Befragt zu den Telefongesprächen, vor der Aufnahme des Kronzeugen
und seiner Lebensgefährtin Frau O. in das Zeugenschutzprogramm,
konterte der Gruppenleiter geschickt mit einem Verweis auf seine
früheren, beeidigten Aussagen vor der dem Strafsenat. Rechtsanwalt
Euler konnte sich zumindest bestätigen lassen, dass Frau O.
ihren Freund vor der zweiten Verhaftung für unschuldig hielt.
Er hielt Monka weiter vor, dass bei den o.g. Telefonaten auf frühere
Gespräche über die Möglichkeit des Zeugenschutzes
Bezug genommen worden sei. Doch wenn sie Tarek Mousli bis dahin
für unschuldig hielt, wer hat dann schon vorab mit ihr über
Schutzprogramme verhandelt und warum?? "Wir sind so veranlagt,
dass wir alle Gespräche in ordentlichen Aufzeichnungen festhalten!"
beschied der 'aufrechte' Beamte. Deswegen ist die BAW ja auch landauf,
landab so überaus beliebt [Anm. des Autors].

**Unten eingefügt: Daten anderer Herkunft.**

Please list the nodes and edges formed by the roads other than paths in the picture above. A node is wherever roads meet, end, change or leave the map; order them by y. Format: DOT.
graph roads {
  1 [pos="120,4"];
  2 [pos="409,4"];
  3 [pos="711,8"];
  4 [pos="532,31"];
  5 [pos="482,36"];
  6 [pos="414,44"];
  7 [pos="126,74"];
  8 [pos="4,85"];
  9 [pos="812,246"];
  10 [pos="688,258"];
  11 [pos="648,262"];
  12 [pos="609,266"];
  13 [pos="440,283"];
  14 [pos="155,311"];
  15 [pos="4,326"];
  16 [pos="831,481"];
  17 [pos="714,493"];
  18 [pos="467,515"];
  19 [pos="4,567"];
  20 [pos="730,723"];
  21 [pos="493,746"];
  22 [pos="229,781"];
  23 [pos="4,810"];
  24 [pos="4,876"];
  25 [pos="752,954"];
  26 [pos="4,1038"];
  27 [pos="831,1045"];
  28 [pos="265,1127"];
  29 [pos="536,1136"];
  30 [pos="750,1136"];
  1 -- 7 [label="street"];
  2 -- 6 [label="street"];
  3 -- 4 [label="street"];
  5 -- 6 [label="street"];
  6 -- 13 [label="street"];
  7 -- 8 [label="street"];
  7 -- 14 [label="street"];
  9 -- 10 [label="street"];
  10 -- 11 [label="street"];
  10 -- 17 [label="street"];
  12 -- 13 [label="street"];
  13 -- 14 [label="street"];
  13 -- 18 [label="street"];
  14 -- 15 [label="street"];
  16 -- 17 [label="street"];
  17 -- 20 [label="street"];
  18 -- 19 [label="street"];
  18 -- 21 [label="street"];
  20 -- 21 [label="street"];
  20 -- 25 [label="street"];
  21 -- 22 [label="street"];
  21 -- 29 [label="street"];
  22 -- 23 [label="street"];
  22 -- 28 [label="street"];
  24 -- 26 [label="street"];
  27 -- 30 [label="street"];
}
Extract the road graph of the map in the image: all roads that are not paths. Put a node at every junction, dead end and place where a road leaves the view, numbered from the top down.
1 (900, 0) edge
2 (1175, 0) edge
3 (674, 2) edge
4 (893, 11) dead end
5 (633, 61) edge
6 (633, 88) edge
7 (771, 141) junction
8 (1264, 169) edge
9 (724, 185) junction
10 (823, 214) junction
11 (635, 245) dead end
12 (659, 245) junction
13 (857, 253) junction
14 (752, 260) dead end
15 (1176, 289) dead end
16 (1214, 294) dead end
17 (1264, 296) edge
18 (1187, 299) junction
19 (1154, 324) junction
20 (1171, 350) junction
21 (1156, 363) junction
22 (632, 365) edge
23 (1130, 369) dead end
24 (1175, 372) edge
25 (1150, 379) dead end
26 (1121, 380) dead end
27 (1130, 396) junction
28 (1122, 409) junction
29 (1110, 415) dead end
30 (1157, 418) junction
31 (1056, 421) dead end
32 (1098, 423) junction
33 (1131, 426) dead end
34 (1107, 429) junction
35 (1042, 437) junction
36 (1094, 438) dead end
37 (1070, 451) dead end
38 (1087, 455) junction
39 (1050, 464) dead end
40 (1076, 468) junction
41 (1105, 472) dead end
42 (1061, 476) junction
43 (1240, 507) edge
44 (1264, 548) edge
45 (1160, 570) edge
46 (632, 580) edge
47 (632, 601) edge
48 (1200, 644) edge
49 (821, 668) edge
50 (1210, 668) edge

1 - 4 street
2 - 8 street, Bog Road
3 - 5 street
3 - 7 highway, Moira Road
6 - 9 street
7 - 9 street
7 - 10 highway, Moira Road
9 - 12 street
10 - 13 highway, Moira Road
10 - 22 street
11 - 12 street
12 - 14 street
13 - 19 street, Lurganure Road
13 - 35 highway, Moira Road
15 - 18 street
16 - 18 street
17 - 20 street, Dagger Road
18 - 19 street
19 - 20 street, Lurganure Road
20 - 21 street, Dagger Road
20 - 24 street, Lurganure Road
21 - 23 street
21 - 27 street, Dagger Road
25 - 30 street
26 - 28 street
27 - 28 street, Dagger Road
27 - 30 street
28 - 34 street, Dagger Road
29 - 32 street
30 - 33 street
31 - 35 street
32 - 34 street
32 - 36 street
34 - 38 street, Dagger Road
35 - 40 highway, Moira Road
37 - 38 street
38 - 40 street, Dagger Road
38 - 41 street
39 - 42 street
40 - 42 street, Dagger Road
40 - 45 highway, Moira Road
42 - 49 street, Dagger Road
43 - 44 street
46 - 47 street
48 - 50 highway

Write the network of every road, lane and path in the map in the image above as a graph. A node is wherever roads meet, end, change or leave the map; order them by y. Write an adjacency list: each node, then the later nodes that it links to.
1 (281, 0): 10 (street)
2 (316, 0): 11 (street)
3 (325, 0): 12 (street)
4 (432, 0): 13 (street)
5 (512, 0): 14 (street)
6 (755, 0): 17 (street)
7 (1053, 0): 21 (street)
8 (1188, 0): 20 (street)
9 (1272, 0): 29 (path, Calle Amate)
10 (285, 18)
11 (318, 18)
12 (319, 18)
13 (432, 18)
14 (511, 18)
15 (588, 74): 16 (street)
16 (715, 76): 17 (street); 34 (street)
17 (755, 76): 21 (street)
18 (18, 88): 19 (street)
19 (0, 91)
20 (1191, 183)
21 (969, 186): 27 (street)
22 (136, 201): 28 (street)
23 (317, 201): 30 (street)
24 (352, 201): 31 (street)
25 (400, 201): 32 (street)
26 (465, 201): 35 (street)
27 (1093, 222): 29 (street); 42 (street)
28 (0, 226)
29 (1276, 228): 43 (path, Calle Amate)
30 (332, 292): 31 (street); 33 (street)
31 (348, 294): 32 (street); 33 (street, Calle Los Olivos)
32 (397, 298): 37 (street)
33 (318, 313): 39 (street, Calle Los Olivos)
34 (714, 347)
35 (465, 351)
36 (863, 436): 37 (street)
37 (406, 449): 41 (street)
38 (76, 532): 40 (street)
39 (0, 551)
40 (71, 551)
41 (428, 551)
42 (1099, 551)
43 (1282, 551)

Abschließende Nachfragen zum Sprengstoff- Fund im Seegraben
und den widersprüchlichen Angaben zu den verschiedenen Versionen
der RZ- Sachstandsberichten des BKA aus dem August 1999 blieben
unbeantwortet. Elegant wies der Staatsanwalt- Gruppenleiter Monka
auf das Fehlen einer entsprechenden Aussagegenehmigung hin. Sekundiert
von der Vorsitzenden Richterin, die sich auf eine Befragung erst
vorbereiten müsse. Also den Zeugen sehen wir noch einmal. Auch
die BKA- Beamten Barbian und Trede, wenn es nach dem Willen der
Verteidigerinnen Würdinger und Studzinsky geht. Die
beantragten zum selben Thema deren erneute Vorladung.
Der Tag endete mit einem typischen Beschluß des Gerichtes:
die von der Verteidigung der Angeklagten Sabine E. beantragte Aussetzung
der Hauptverhandlung wurde abgelehnt. Die mögliche Ausweitung
der Tatvorwürfe auf Rädelsführerschaft ihr gegenüber
stelle keine neue Sachlage dar.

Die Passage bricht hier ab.